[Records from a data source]
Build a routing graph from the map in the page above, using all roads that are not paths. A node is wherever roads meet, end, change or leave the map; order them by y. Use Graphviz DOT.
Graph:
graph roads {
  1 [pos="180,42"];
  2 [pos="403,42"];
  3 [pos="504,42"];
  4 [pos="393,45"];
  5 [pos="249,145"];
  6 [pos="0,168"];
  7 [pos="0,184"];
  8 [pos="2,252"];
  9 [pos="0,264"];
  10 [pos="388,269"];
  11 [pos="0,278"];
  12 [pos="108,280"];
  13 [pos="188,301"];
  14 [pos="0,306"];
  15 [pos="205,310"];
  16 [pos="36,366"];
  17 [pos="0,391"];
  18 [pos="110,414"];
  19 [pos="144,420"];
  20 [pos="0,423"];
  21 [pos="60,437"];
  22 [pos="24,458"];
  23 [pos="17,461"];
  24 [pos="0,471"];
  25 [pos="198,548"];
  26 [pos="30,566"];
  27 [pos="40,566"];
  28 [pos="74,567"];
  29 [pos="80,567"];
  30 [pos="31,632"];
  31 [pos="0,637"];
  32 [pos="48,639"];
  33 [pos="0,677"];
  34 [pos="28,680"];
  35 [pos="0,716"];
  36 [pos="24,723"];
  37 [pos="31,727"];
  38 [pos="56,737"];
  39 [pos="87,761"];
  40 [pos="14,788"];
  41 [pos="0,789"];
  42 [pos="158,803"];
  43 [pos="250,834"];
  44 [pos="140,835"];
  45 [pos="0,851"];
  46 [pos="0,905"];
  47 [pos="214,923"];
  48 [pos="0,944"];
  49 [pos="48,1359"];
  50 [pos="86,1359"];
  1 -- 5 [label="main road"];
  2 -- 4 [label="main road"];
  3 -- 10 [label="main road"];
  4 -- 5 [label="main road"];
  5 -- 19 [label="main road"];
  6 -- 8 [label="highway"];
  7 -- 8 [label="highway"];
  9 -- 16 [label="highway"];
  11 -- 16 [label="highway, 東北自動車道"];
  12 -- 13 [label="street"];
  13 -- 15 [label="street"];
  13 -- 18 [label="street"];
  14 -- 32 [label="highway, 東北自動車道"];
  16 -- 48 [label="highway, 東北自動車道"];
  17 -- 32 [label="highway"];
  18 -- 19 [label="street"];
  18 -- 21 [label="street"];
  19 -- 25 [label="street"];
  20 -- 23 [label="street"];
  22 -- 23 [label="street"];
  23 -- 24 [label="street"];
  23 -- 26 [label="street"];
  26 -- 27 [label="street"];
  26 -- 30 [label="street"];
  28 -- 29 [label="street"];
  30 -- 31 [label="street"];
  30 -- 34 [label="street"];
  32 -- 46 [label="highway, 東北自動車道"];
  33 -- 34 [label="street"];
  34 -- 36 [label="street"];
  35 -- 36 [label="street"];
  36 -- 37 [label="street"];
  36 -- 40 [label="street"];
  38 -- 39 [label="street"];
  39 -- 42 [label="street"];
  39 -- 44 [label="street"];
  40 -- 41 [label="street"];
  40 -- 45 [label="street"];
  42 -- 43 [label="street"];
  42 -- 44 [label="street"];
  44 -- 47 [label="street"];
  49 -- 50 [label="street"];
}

[Required action] Print out all the entries above exactly.

[Solution below]
Build a routing graph from the map in the page above, using all roads that are not paths. A node is wherever roads meet, end, change or leave the map; order them by y. Use Graphviz DOT.
Graph:
graph roads {
  1 [pos="180,42"];
  2 [pos="403,42"];
  3 [pos="504,42"];
  4 [pos="393,45"];
  5 [pos="249,145"];
  6 [pos="0,168"];
  7 [pos="0,184"];
  8 [pos="2,252"];
  9 [pos="0,264"];
  10 [pos="388,269"];
  11 [pos="0,278"];
  12 [pos="108,280"];
  13 [pos="188,301"];
  14 [pos="0,306"];
  15 [pos="205,310"];
  16 [pos="36,366"];
  17 [pos="0,391"];
  18 [pos="110,414"];
  19 [pos="144,420"];
  20 [pos="0,423"];
  21 [pos="60,437"];
  22 [pos="24,458"];
  23 [pos="17,461"];
  24 [pos="0,471"];
  25 [pos="198,548"];
  26 [pos="30,566"];
  27 [pos="40,566"];
  28 [pos="74,567"];
  29 [pos="80,567"];
  30 [pos="31,632"];
  31 [pos="0,637"];
  32 [pos="48,639"];
  33 [pos="0,677"];
  34 [pos="28,680"];
  35 [pos="0,716"];
  36 [pos="24,723"];
  37 [pos="31,727"];
  38 [pos="56,737"];
  39 [pos="87,761"];
  40 [pos="14,788"];
  41 [pos="0,789"];
  42 [pos="158,803"];
  43 [pos="250,834"];
  44 [pos="140,835"];
  45 [pos="0,851"];
  46 [pos="0,905"];
  47 [pos="214,923"];
  48 [pos="0,944"];
  49 [pos="48,1359"];
  50 [pos="86,1359"];
  1 -- 5 [label="main road"];
  2 -- 4 [label="main road"];
  3 -- 10 [label="main road"];
  4 -- 5 [label="main road"];
  5 -- 19 [label="main road"];
  6 -- 8 [label="highway"];
  7 -- 8 [label="highway"];
  9 -- 16 [label="highway"];
  11 -- 16 [label="highway, 東北自動車道"];
  12 -- 13 [label="street"];
  13 -- 15 [label="street"];
  13 -- 18 [label="street"];
  14 -- 32 [label="highway, 東北自動車道"];
  16 -- 48 [label="highway, 東北自動車道"];
  17 -- 32 [label="highway"];
  18 -- 19 [label="street"];
  18 -- 21 [label="street"];
  19 -- 25 [label="street"];
  20 -- 23 [label="street"];
  22 -- 23 [label="street"];
  23 -- 24 [label="street"];
  23 -- 26 [label="street"];
  26 -- 27 [label="street"];
  26 -- 30 [label="street"];
  28 -- 29 [label="street"];
  30 -- 31 [label="street"];
  30 -- 34 [label="street"];
  32 -- 46 [label="highway, 東北自動車道"];
  33 -- 34 [label="street"];
  34 -- 36 [label="street"];
  35 -- 36 [label="street"];
  36 -- 37 [label="street"];
  36 -- 40 [label="street"];
  38 -- 39 [label="street"];
  39 -- 42 [label="street"];
  39 -- 44 [label="street"];
  40 -- 41 [label="street"];
  40 -- 45 [label="street"];
  42 -- 43 [label="street"];
  42 -- 44 [label="street"];
  44 -- 47 [label="street"];
  49 -- 50 [label="street"];
}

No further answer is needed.